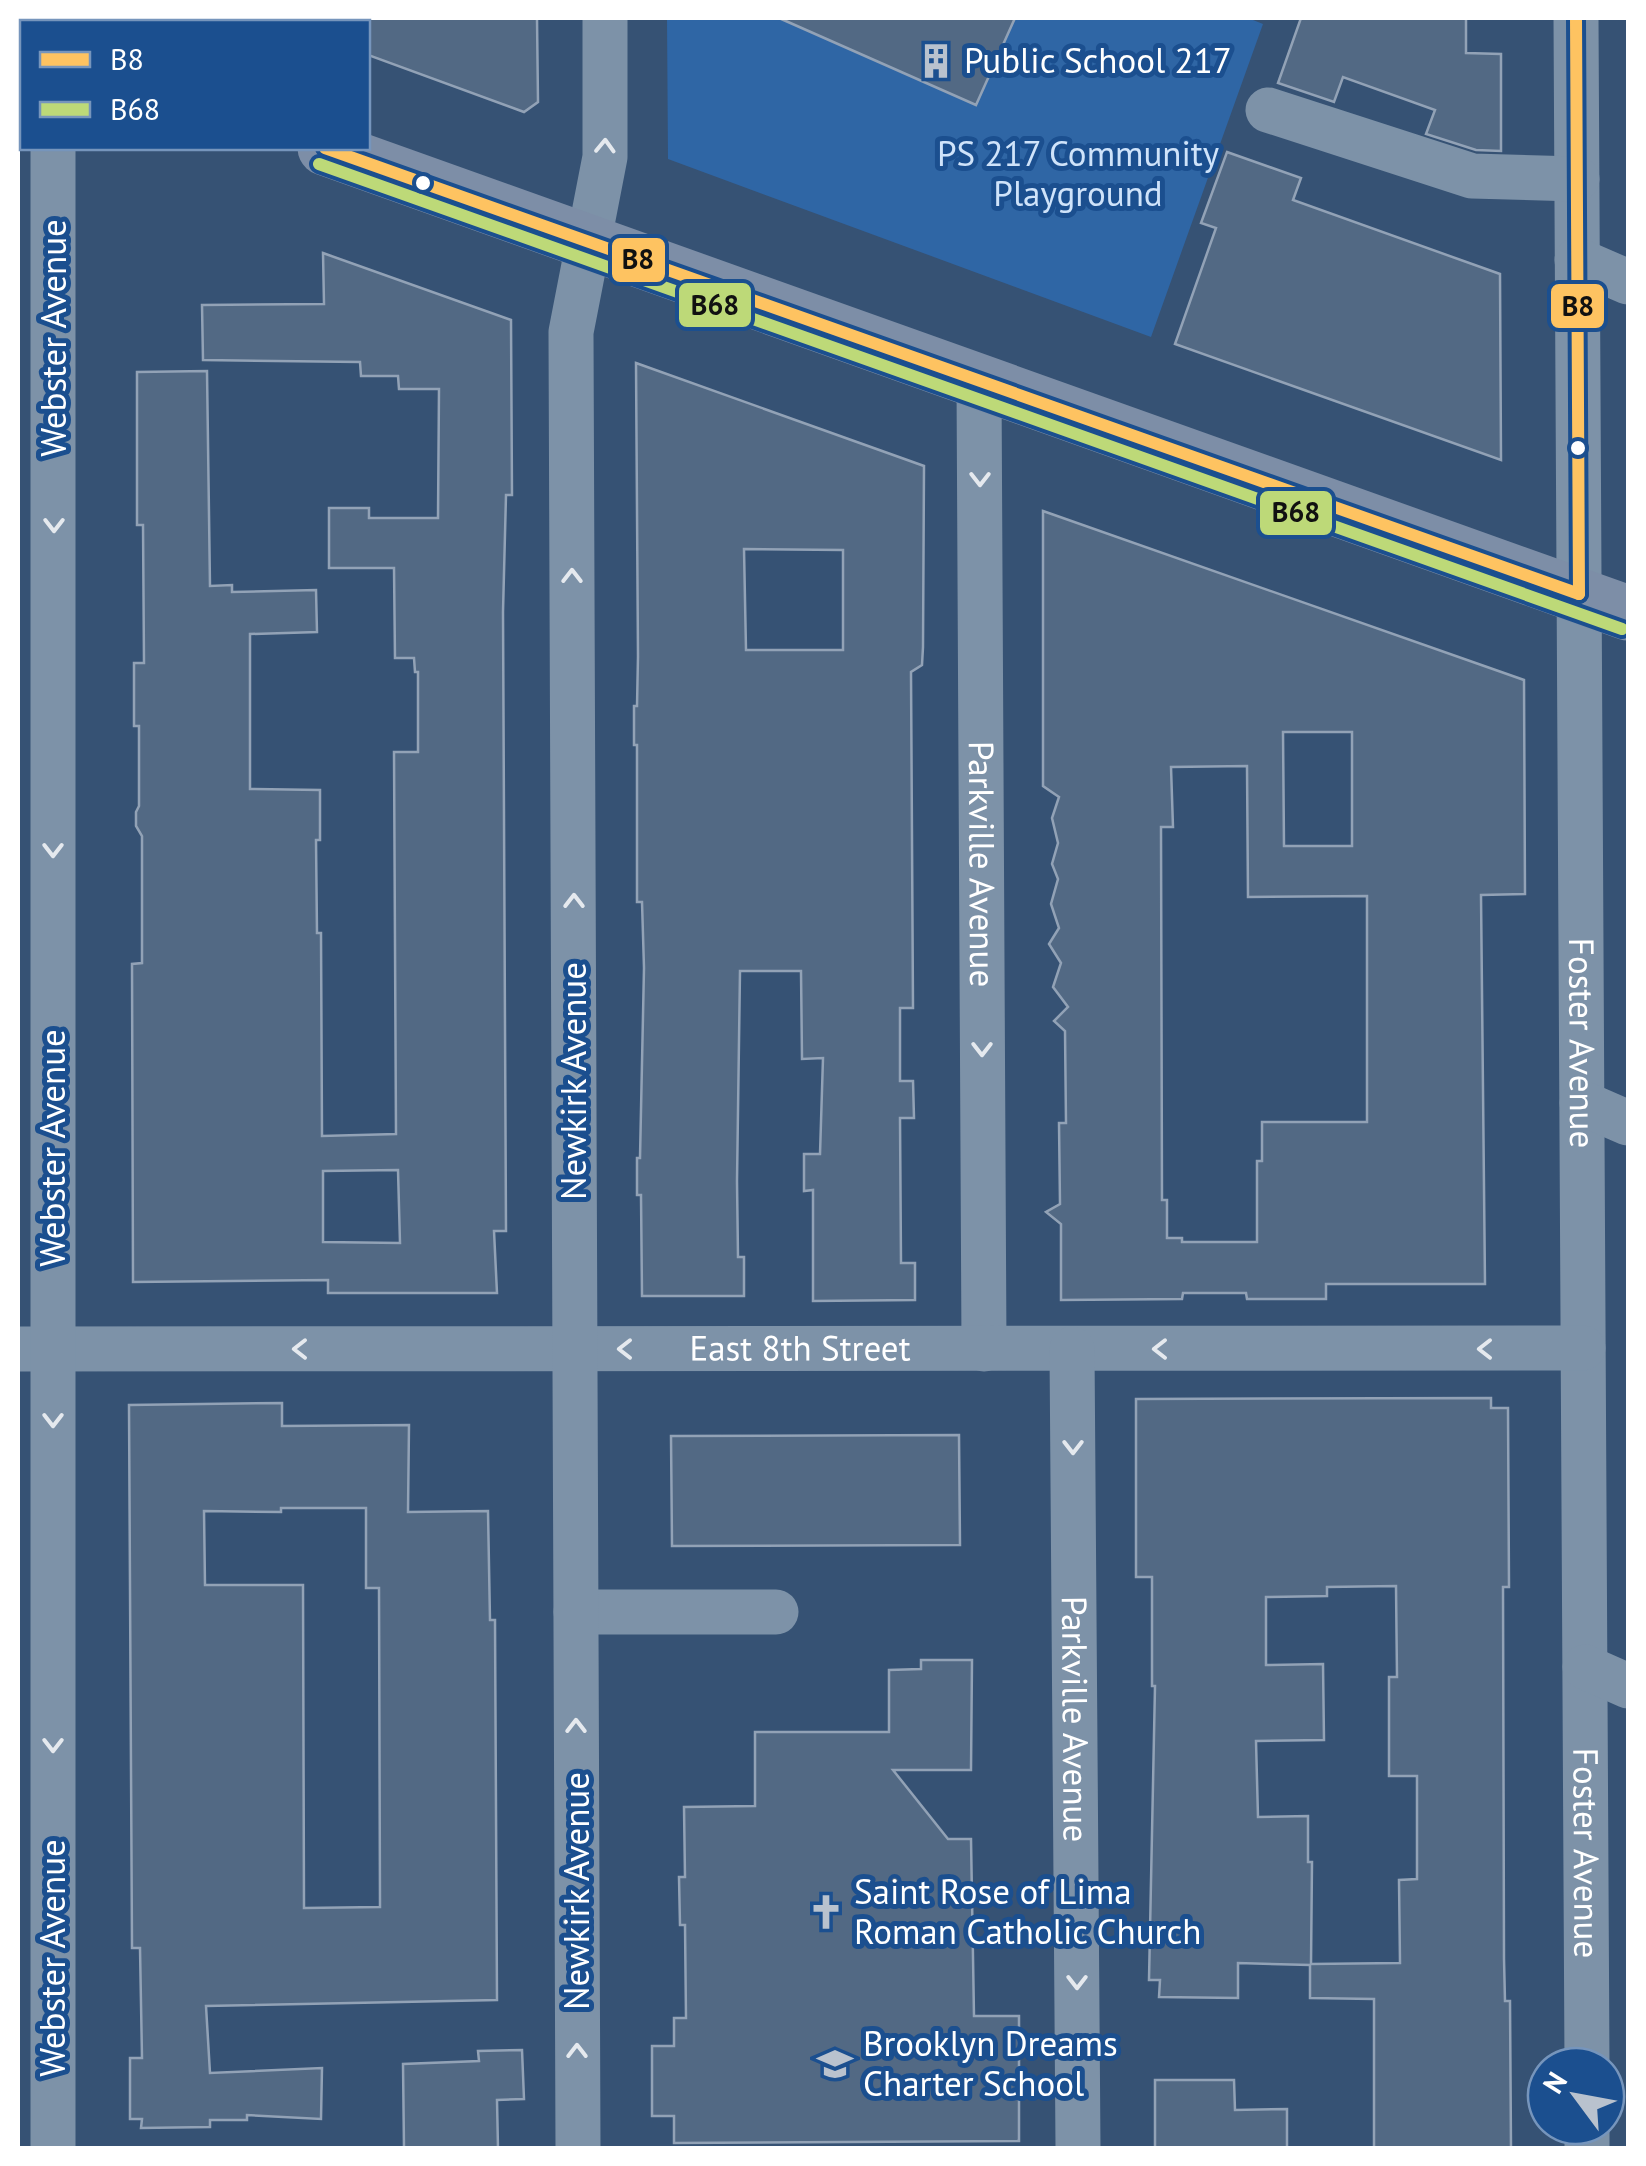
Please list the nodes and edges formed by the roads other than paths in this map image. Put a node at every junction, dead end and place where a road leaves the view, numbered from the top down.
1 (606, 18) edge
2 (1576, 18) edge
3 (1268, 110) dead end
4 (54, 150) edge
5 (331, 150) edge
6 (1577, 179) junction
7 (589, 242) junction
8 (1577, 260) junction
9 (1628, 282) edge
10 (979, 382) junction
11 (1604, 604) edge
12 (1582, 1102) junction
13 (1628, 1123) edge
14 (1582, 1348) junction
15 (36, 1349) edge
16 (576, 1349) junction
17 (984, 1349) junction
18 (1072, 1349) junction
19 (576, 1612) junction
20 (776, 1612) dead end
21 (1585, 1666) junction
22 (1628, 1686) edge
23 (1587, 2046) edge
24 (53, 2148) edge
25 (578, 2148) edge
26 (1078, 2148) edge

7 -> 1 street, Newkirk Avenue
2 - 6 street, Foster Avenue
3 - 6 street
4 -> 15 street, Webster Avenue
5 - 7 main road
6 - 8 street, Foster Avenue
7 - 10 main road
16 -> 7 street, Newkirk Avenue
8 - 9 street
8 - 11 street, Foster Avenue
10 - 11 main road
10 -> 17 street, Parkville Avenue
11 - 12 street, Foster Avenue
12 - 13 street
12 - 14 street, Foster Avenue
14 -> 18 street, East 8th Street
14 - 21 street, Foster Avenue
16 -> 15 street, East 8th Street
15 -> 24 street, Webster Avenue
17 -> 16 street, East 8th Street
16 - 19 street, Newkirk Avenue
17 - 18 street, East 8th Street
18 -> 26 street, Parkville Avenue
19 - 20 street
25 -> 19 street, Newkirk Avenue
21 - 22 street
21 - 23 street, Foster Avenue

━━━━━━━━━━━━━━━━━━━━

● **ABOUT THIS TASK**:
The reply must hold each line of the records verbatim and no pictures.

● **EXERCISE SOLUTION**:
Please list the nodes and edges formed by the roads other than paths in this map image. Put a node at every junction, dead end and place where a road leaves the view, numbered from the top down.
1 (606, 18) edge
2 (1576, 18) edge
3 (1268, 110) dead end
4 (54, 150) edge
5 (331, 150) edge
6 (1577, 179) junction
7 (589, 242) junction
8 (1577, 260) junction
9 (1628, 282) edge
10 (979, 382) junction
11 (1604, 604) edge
12 (1582, 1102) junction
13 (1628, 1123) edge
14 (1582, 1348) junction
15 (36, 1349) edge
16 (576, 1349) junction
17 (984, 1349) junction
18 (1072, 1349) junction
19 (576, 1612) junction
20 (776, 1612) dead end
21 (1585, 1666) junction
22 (1628, 1686) edge
23 (1587, 2046) edge
24 (53, 2148) edge
25 (578, 2148) edge
26 (1078, 2148) edge

7 -> 1 street, Newkirk Avenue
2 - 6 street, Foster Avenue
3 - 6 street
4 -> 15 street, Webster Avenue
5 - 7 main road
6 - 8 street, Foster Avenue
7 - 10 main road
16 -> 7 street, Newkirk Avenue
8 - 9 street
8 - 11 street, Foster Avenue
10 - 11 main road
10 -> 17 street, Parkville Avenue
11 - 12 street, Foster Avenue
12 - 13 street
12 - 14 street, Foster Avenue
14 -> 18 street, East 8th Street
14 - 21 street, Foster Avenue
16 -> 15 street, East 8th Street
15 -> 24 street, Webster Avenue
17 -> 16 street, East 8th Street
16 - 19 street, Newkirk Avenue
17 - 18 street, East 8th Street
18 -> 26 street, Parkville Avenue
19 - 20 street
25 -> 19 street, Newkirk Avenue
21 - 22 street
21 - 23 street, Foster Avenue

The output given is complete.